JOH read the chart of the next patient waiting to be seen, and it first appeared that the patient could be treated in the waiting area with a discussion, brief examination, and medication. But things do not always pan out as expected. The patient was middle-aged with diabetes and complained of sores on his fingers. He had been without medication for five months and his blood sugar level was 288. The finger lesions were superficial and not infected. Once asked, the patient complained of having diarrheal stools for the past four months, a foot ulcer, pruritic extremities, dizziness, and depression following his father's death. JOH has accepted that every problem can be addressed, but not every problem can be solved because of the limited resources available on the coach. Fortunately, JOH was able to refer the patient to a physician who was just starting his practice and was willing to follow up with his problems. Medications including glipizide, sertraline, metronidazole, and loperamide were prescribed, as well as lindane lotion for scabies and dressings applied for foot and finger ulcers. Follow-up was stressed, and the patient appeared to be genuinely interested in his health by the end of the visit. While the death of a parent causes sorrow, it can also be the occasion when people realize their own mortality and gain the resolve to turn their lives around.

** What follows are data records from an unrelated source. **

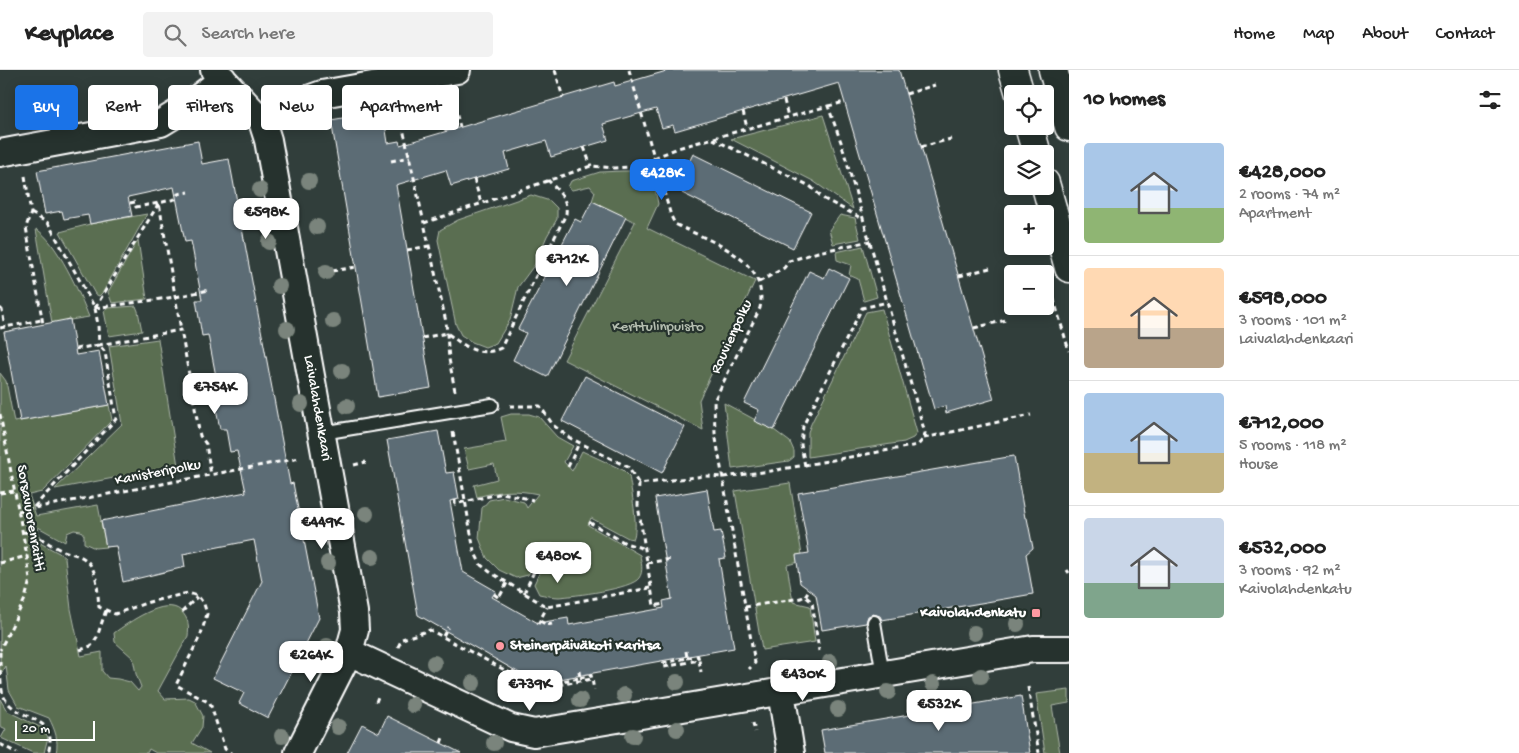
<!DOCTYPE html>
<meta charset="utf-8">
<style>
body{margin:0;font-family:"Gochi Hand",sans-serif;background:#f2f2f2;color:#222;height:100vh;display:flex;flex-direction:column;font-size:19px;white-space:nowrap}
*{box-sizing:border-box;margin:0}
p{font-size:16px;color:#767676}
.icon{flex:none;width:28px;height:28px;fill:none;stroke:currentColor;stroke-width:2;stroke-linecap:round;stroke-linejoin:round}
.map{position:relative;flex:1;overflow:hidden}
.side{display:flex;flex-direction:column;background:#fff;width:450px}
.side>*{flex:none}
.hud{position:absolute;left:15px;top:15px;width:475px;height:45px;display:flex;gap:10px}
.fabs{position:absolute;left:1004px;top:15px;display:grid;gap:10px}
.fabs a{display:grid;place-items:center;width:50px;height:50px;border-radius:5px;background:#fff;box-shadow:0 2px 12px #0003;font-size:25px}
.scale{position:absolute;left:15px;bottom:12px;width:80px;box-sizing:border-box;padding-left:5px;border:2px solid #fff;border-top:0;font-size:14px;line-height:18px;white-space:nowrap;color:#fff;-webkit-text-stroke:4px #26332d;paint-order:stroke}
.price{position:absolute;translate:-50% -42px;padding:0 11px;border-radius:10px;background:#fff;color:#222;font-size:16px;line-height:32px;filter:drop-shadow(0 1px 2px #0008)}
.price::after{content:'';position:absolute;left:50%;top:30px;width:15px;height:11px;margin-left:-8px;background:inherit;clip-path:polygon(0 0,100% 0,50% 100%)}
.price.on{background:#1a73e8;color:#fff}
ul{padding:0;list-style:none}
li{display:flex;align-items:center;gap:15px;height:125px;padding:0 15px}
li+li{border-top:1px solid #e0e0e0}
li span{display:grid;place-items:center;flex:none;width:140px;height:100px;border-radius:5px;color:#555}
li>.icon{margin-inline-start:auto}
span .icon{width:60px;height:60px;fill:#fffc;stroke-width:1}
li b{font-size:21px}
h2{display:flex;justify-content:space-between;align-items:center;height:60px;padding:0 15px;font-size:21px}
.chip{padding:0 18px;border-radius:5px;background:#fff;box-shadow:0 2px 12px #0003;font-size:18px;line-height:45px}
.chip.on{background:#1a73e8;color:#fff}
header{display:flex;align-items:center;gap:30px;box-sizing:border-box;height:70px;padding:0 25px;background:#fff;border-bottom:1px solid #e0e0e0}
header strong{font-size:24px}
nav{display:flex;gap:28px;margin-inline-start:auto;font-size:18px}
.search{width:350px;height:45px;background:#f2f2f2;display:flex;align-items:center;gap:12px;box-sizing:border-box;padding:0 18px;border-radius:5px;color:#767676;font-size:19px}
main{display:flex;flex:1;min-height:0}
.map>svg:first-child{display:block}
</style>
<header>
<strong>Keyplace</strong>
<div class="search"><svg class="icon" aria-label="search" viewBox="0 0 24 24"><circle cx="10" cy="10" r="6"/><path d="M15 15l6 6"/></svg>Search here</div>
<nav><a>Home</a><a>Map</a><a>About</a><a>Contact</a></nav>
</header>
<main>
<div class="map">
<svg width="1069" height="683" viewBox="0 0 1069 683">
<rect width="100%" height="100%" fill="#313e3b"/>
<filter id="ink" filterUnits="userSpaceOnUse"><feTurbulence type="fractalNoise" baseFrequency=".02" numOctaves="2"/><feDisplacementMap in="SourceGraphic" scale="10" xChannelSelector="R" yChannelSelector="G"/><feConvolveMatrix kernelMatrix="1 2 1 2 8 2 1 2 1" color-interpolation-filters="sRGB"/></filter>
<g filter="url(#ink)">
<!-- green -->
<path fill="#5a6e51" stroke="#acb6a8" d="M823,45L853,139L813,111L731,69Z
M623,101H646L653,108L658,134L647,158L755,211L699,330L703,360L564,290L635,152L592,131L595,122L590,116L572,120L568,117L571,111L600,102Z
M531,125L550,131L557,138V149L547,166L535,194L518,217L510,250L496,273L485,277L472,272L461,265L456,255L438,170L440,160L458,150Z
M147,144L103,222L99,226L95,224L60,162L90,154Z
M840,145L855,148L860,169L833,174L829,160Z
M36,159C57,171 80,224 89,247L52,253Z
M138,170L147,229L112,233L108,222Z
M863,176L877,227L864,231L858,209L849,205L851,195L837,190L836,182Z
M136,236L138,241L142,261L109,266L104,241L108,238Z
M882,239L917,363L913,368L904,372L808,387V362L811,354L866,242Z
M158,269L178,396L55,419L122,354L109,276Z
M0,303L6,311L14,352L109,335L112,350L42,422L29,425L36,446L98,435L106,477L95,478L84,473V465L81,461L74,460L67,463L65,472L38,457L40,473L59,483L65,488L71,539L81,586L102,582V601L108,608L118,609L130,612L138,621L141,617L136,604L133,588L115,572L114,563C128,553 165,526 181,541C189,549 189,556 188,566L158,621L165,629L189,628L195,631L203,646L202,657L192,673L210,683H156L149,679L147,683H56C59,670 55,660 49,648L18,636L9,620L6,596L0,606Z
M724,333L774,360L790,372L794,381V387L789,391L732,399Z
M511,344H529L539,347L557,367L573,376L564,392L572,401L582,381L623,400L629,406C631,418 639,459 633,469L628,468L591,448L588,455L640,485C641,492 644,501 639,508C632,519 573,526 559,527C552,527 545,525 539,524L534,514L553,474H541L538,488L528,505L516,508L499,500L487,488L479,468L482,438L489,430L504,427L524,432L527,438L538,424C515,419 499,421 477,427L474,415L497,409L494,394L469,399L464,379L506,372L501,347Z
M790,413L803,491L787,495L793,532L810,536L815,572L762,580L735,421Z
M1069,620V633L1052,636L1060,683H1045L1036,624Z
M0,629L7,641L42,658L48,667L44,683H33L1,668L6,659L0,656Z"/>
<!-- building -->
<path fill="#5c6c74" stroke="#fff" d="M670,0H899L994,329L946,343L945,336L934,339L839,13L675,61L673,55L662,58L656,39L603,54L608,70L551,87L546,71L505,83L509,99L474,109L451,116L446,100L396,115L431,318L378,327L331,50L383,41L388,73L399,71L400,75L614,12L615,16Z
M198,71L202,94L229,89L290,414L293,413L319,548L268,648L239,633L244,623L213,608L262,511L254,470L183,484L185,497L123,512L116,476L106,477L101,451L246,422L237,381L230,382L226,359H220L213,323L219,322L208,265L202,266L196,230H202L191,171L185,172L174,117L128,127L132,146L90,154L88,145L64,149L62,141L45,144L37,101Z
M693,84L811,142L793,178L682,123L689,110L682,106Z
M592,131L626,147L547,307L513,290L526,263L518,259L575,149L581,152Z
M829,198L849,208L774,360L754,351L759,340L744,333L809,201L824,208Z
M70,249L76,285L99,281L109,335L20,351L4,262Z
M585,306L685,357L662,403L562,351Z
M438,361L446,403L454,402L459,429L450,431L463,502L496,521L492,527L538,553L568,548L569,555L664,538L663,531L672,529L655,428L707,419L714,462L721,461L726,488L719,489L734,578L537,613L418,545L387,370Z
M1014,386L1025,448H1027L1033,478L1026,484L1033,524L882,550L880,546L873,544L868,546L866,553L822,560L816,525L800,513L796,485L809,483L798,423Z
M1021,626L1030,683H825L821,660Z
M387,646L461,683H347L362,654L379,663Z"/>
<g fill="none" stroke-linecap="round" stroke-linejoin="round">
<!-- service casing -->
<g stroke="#fff" stroke-width="16">
<path id="service" d="M322,363L492,335
M874,552L883,605"/>
</g>
<!-- minor casing -->
<g stroke="#fff" stroke-width="30">
<path id="minor" d="M214,0L262,51L268,70L354,542L355,560L349,582L298,683
M262,51L297,33L322,24L457,0
M0,83L161,53L184,39L223,9
M349,582L511,658L534,663L1033,579H1069
M781,622L791,683"/>
</g>
<!-- primary casing -->
<g stroke="#fff" stroke-width="31">
<path id="primary" d="M1013,0L1020,24
M1053,0L1069,57
M1029,56L1037,84
M1045,113L1069,198"/>
</g>
<!-- path -->
<path stroke="#fff" stroke-width="3" stroke-dasharray="5 4" stroke-linecap="butt" d="M555,0L563,28
M629,0L671,146L675,154C711,172 769,188 760,238L714,331L715,363L755,593L749,599
M906,24L935,15
M452,27L460,57
M784,30L788,47
M398,36L424,153
M828,36L845,32
M743,41L747,58
M713,69L810,116L824,129L863,149
M584,77L591,96
M921,77L951,69
M391,91L410,87
M25,106L31,143L26,157L43,254
M474,109L481,133
M130,133L135,132L136,137L159,133L181,260
M31,143L48,153L95,238L98,255L99,275L181,260L200,366L206,374L211,405
M407,180L429,176
M332,201L356,197
M959,206L990,198
M759,212L784,198L789,191L818,182L870,171
M1051,220L1069,281
M0,238L2,240L5,257
M95,238L159,133L175,129L178,124L189,122
M95,238L175,227L209,220
M0,258L42,250
M974,258L1006,250
M422,268L447,263C464,276 479,288 501,278L566,144C568,128 558,121 548,110
M192,319L227,313
M455,321L449,289L446,252L424,153L591,96L614,98L645,96L654,88L678,78L828,36L841,72L925,363L924,368L918,375L771,401L723,407L704,406L639,414L638,435L654,536L664,534
M510,336H540L553,355L570,368L628,397L639,414
M0,344L27,486L30,510L25,529L0,580
M453,362L474,481L481,495L490,502L547,537L650,518
M924,368L1031,345
M354,395L366,392
M805,396L801,375L803,356L862,238L888,232
M568,397L579,373
M0,423L14,421
M455,430V434L503,423L533,430
M34,437L116,349L105,282L99,275L75,279
M18,441L300,388
M589,452L625,473L645,479
M23,462C36,463 45,472 57,478C64,482 72,483 79,486C99,494 97,519 99,537L115,544L149,532L188,523L198,526L204,534L207,544L201,564L176,615L210,633L225,679L231,683
M0,493L27,486
M647,493L672,489
M1067,500L1069,503
M524,523L547,474
M494,524L499,528L507,513
M805,526L809,520
M745,537L801,528L805,526L812,532L819,581
M182,542L197,527
M540,551L547,555L552,554
M538,554L547,537
M443,566L448,557
M398,577L402,569L430,560L512,604
M80,580L91,576L97,567L106,540
M686,581L687,588L663,593L664,597L699,590L701,602
M0,582C0,594 0,613 3,625C16,654 60,642 48,683
M687,588L698,586L699,590
M579,601L580,608L556,612L557,615L592,609L594,620
M580,608L591,605L592,609
M1028,617L1039,683
M504,620L514,600
M376,632L379,624
M753,653L755,662
M441,673L444,665
M0,674L17,683"/>
<!-- service -->
<use href="#service" stroke="#26332d" stroke-width="12"/>
<!-- minor -->
<use href="#minor" stroke="#26332d" stroke-width="26"/>
<!-- primary -->
<use href="#primary" stroke="#26332d" stroke-width="28"/>
</g>
<!-- trees -->
<g fill="#7a847c">
<circle cx="309" cy="111" r="8"/>
<circle cx="260" cy="120" r="8"/>
<circle cx="317" cy="157" r="8"/>
<circle cx="269" cy="172" r="8"/>
<circle cx="326" cy="202" r="8"/>
<circle cx="279" cy="216" r="8"/>
<circle cx="333" cy="251" r="8"/>
<circle cx="287" cy="259" r="8"/>
<circle cx="342" cy="301" r="8"/>
<circle cx="301" cy="334" r="8"/>
<circle cx="347" cy="336" r="8"/>
<circle cx="366" cy="444" r="8"/>
<circle cx="372" cy="487" r="8"/>
<circle cx="328" cy="493" r="8"/>
<circle cx="1017" cy="554" r="8"/>
<circle cx="974" cy="563" r="8"/>
<circle cx="327" cy="576" r="8"/>
<circle cx="830" cy="592" r="8"/>
<circle cx="434" cy="593" r="8"/>
<circle cx="783" cy="599" r="8"/>
<circle cx="981" cy="606" r="8"/>
<circle cx="677" cy="612" r="8"/>
<circle cx="473" cy="613" r="8"/>
<circle cx="933" cy="614" r="8"/>
<circle cx="888" cy="622" r="8"/>
<circle cx="624" cy="625" r="8"/>
<circle cx="580" cy="630" r="8"/>
<circle cx="413" cy="635" r="8"/>
<circle cx="838" cy="639" r="8"/>
<circle cx="338" cy="657" r="8"/>
<circle cx="677" cy="659" r="8"/>
<circle cx="282" cy="666" r="8"/>
<circle cx="633" cy="666" r="8"/>
<circle cx="494" cy="673" r="8"/>
</g>
</g>
<!-- markers -->
<g fill="#ff9aa2" stroke="#26332d" stroke-width="2">
<rect x="1031" y="538" width="10" height="10" rx="2.5"/>
<circle cx="500" cy="576" r="5"/>
</g>
<g text-anchor="middle" dominant-baseline="central" stroke-width="4.5" stroke-linejoin="round" paint-order="stroke">
<!-- park labels -->
<g font-size="15" fill="#b5beb1" stroke="#26332d">
<text x="658" y="257">Kerttulinpuisto</text>
</g>
<!-- street labels -->
<g font-size="15" fill="#fff" stroke="#26332d">
<text transform="translate(732 267) rotate(-65)">Rouvienpolku</text>
<text transform="translate(317 338) rotate(80)">Laivalahdenkaari</text>
<text transform="translate(158 403) rotate(-11)">Kanisteripolku</text>
<text transform="translate(30 448) rotate(80)">Sorsavuorenraitti</text>
</g>
<!-- poi labels -->
<g font-size="15" font-weight="bold" fill="#fff" stroke="#26332d" text-anchor="end">
<text x="1026" y="543">Kaivolahdenkatu</text>
<text x="510" y="576" text-anchor="start">Steinerpäiväkoti Karitsa</text>
</g>
</g>
</svg>
<div class="fabs">
<a><svg class="icon" aria-label="locate" viewBox="0 0 24 24"><circle cx="12" cy="12" r="6"/><path d="M12 2v4M12 18v4M2 12h4M18 12h4"/></svg></a>
<a><svg class="icon" aria-label="layers" viewBox="0 0 24 24"><path d="M12 4l9 5-9 5-9-5zM3 14l9 5 9-5"/></svg></a>
<a>+</a>
<a>−</a>
</div>
<div class="scale">20 m</div>
<b class="price on" style="left:662px;top:131px">€428K</b>
<b class="price" style="left:266px;top:170px">€598K</b>
<b class="price" style="left:567px;top:217px">€712K</b>
<b class="price" style="left:215px;top:345px">€754K</b>
<b class="price" style="left:322px;top:480px">€449K</b>
<b class="price" style="left:558px;top:514px">€480K</b>
<b class="price" style="left:311px;top:613px">€264K</b>
<b class="price" style="left:803px;top:632px">€430K</b>
<b class="price" style="left:530px;top:642px">€739K</b>
<b class="price" style="left:939px;top:662px">€532K</b>
<div class="hud">
<a class="chip on">Buy</a>
<a class="chip">Rent</a>
<a class="chip">Filters</a>
<a class="chip">New</a>
<a class="chip">Apartment</a>
</div>
</div>
<section class="side">
<h2>10 homes<svg class="icon" aria-label="filters" viewBox="0 0 24 24"><path d="M4 7h16M4 17h16"/><circle cx="9" cy="7" r="2"/><circle cx="15" cy="17" r="2"/></svg></h2>
<ul>
<li><span style="background:linear-gradient(#a9c7e8 65%,#8fb573 0)"><svg class="icon" aria-label="home" viewBox="0 0 24 24"><path d="M3 11l9-7 9 7M6 9v11h12V9"/></svg></span><div><b>€428,000</b><p>2 rooms · 74 m²</p><p>Apartment</p></div></li>
<li><span style="background:linear-gradient(#ffd9b3 60%,#b9a48a 0)"><svg class="icon" aria-label="home" viewBox="0 0 24 24"><path d="M3 11l9-7 9 7M6 9v11h12V9"/></svg></span><div><b>€598,000</b><p>3 rooms · 101 m²</p><p>Laivalahdenkaari</p></div></li>
<li><span style="background:linear-gradient(#a9c7e8 60%,#c2b280 0)"><svg class="icon" aria-label="home" viewBox="0 0 24 24"><path d="M3 11l9-7 9 7M6 9v11h12V9"/></svg></span><div><b>€712,000</b><p>5 rooms · 118 m²</p><p>House</p></div></li>
<li><span style="background:linear-gradient(#c9d6e8 65%,#7fa58c 0)"><svg class="icon" aria-label="home" viewBox="0 0 24 24"><path d="M3 11l9-7 9 7M6 9v11h12V9"/></svg></span><div><b>€532,000</b><p>3 rooms · 92 m²</p><p>Kaivolahdenkatu</p></div></li>
</ul>
</section>
</main>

Living on the streets is not easy, even for the strongest of men. It is especially hard for women when they have physical disabilities added to the mix. Today, JOH encountered a female patient with severe osteoarthritis of both knees, chronic obstructive lung disease, and a major depressive disorder. This combination of disorders does not bode well for her, although she has been homeless for many months. Addressing her needs one at a time, the family practice resident and JOH still felt helpless about her primary problem—homelessness. Her family was in a city 400 miles away, and she had no means of support. Clearly, she had few options. The tears streaming down her face spoke not so much to the physical pain but to the pain she carries in her heart. Even other patients in the coach commiserated with her plight. One of them told her about a program that provided nightly shelter in one of the downtown motels for people without a roof over their head. The information was graciously received and with a quiet “thank you” she left the coach. There truly is camaraderie among those with similar plights.
After years in private family practice and academia, John O'Handley, M.D., is medical director of the Mount Carmel Outreach Program in Columbus, Ohio. The program provides free medical care to uninsured and homeless patients throughout the city in a mobile coach clinic. Dr. O'Handley continues to see private patients two mornings a week.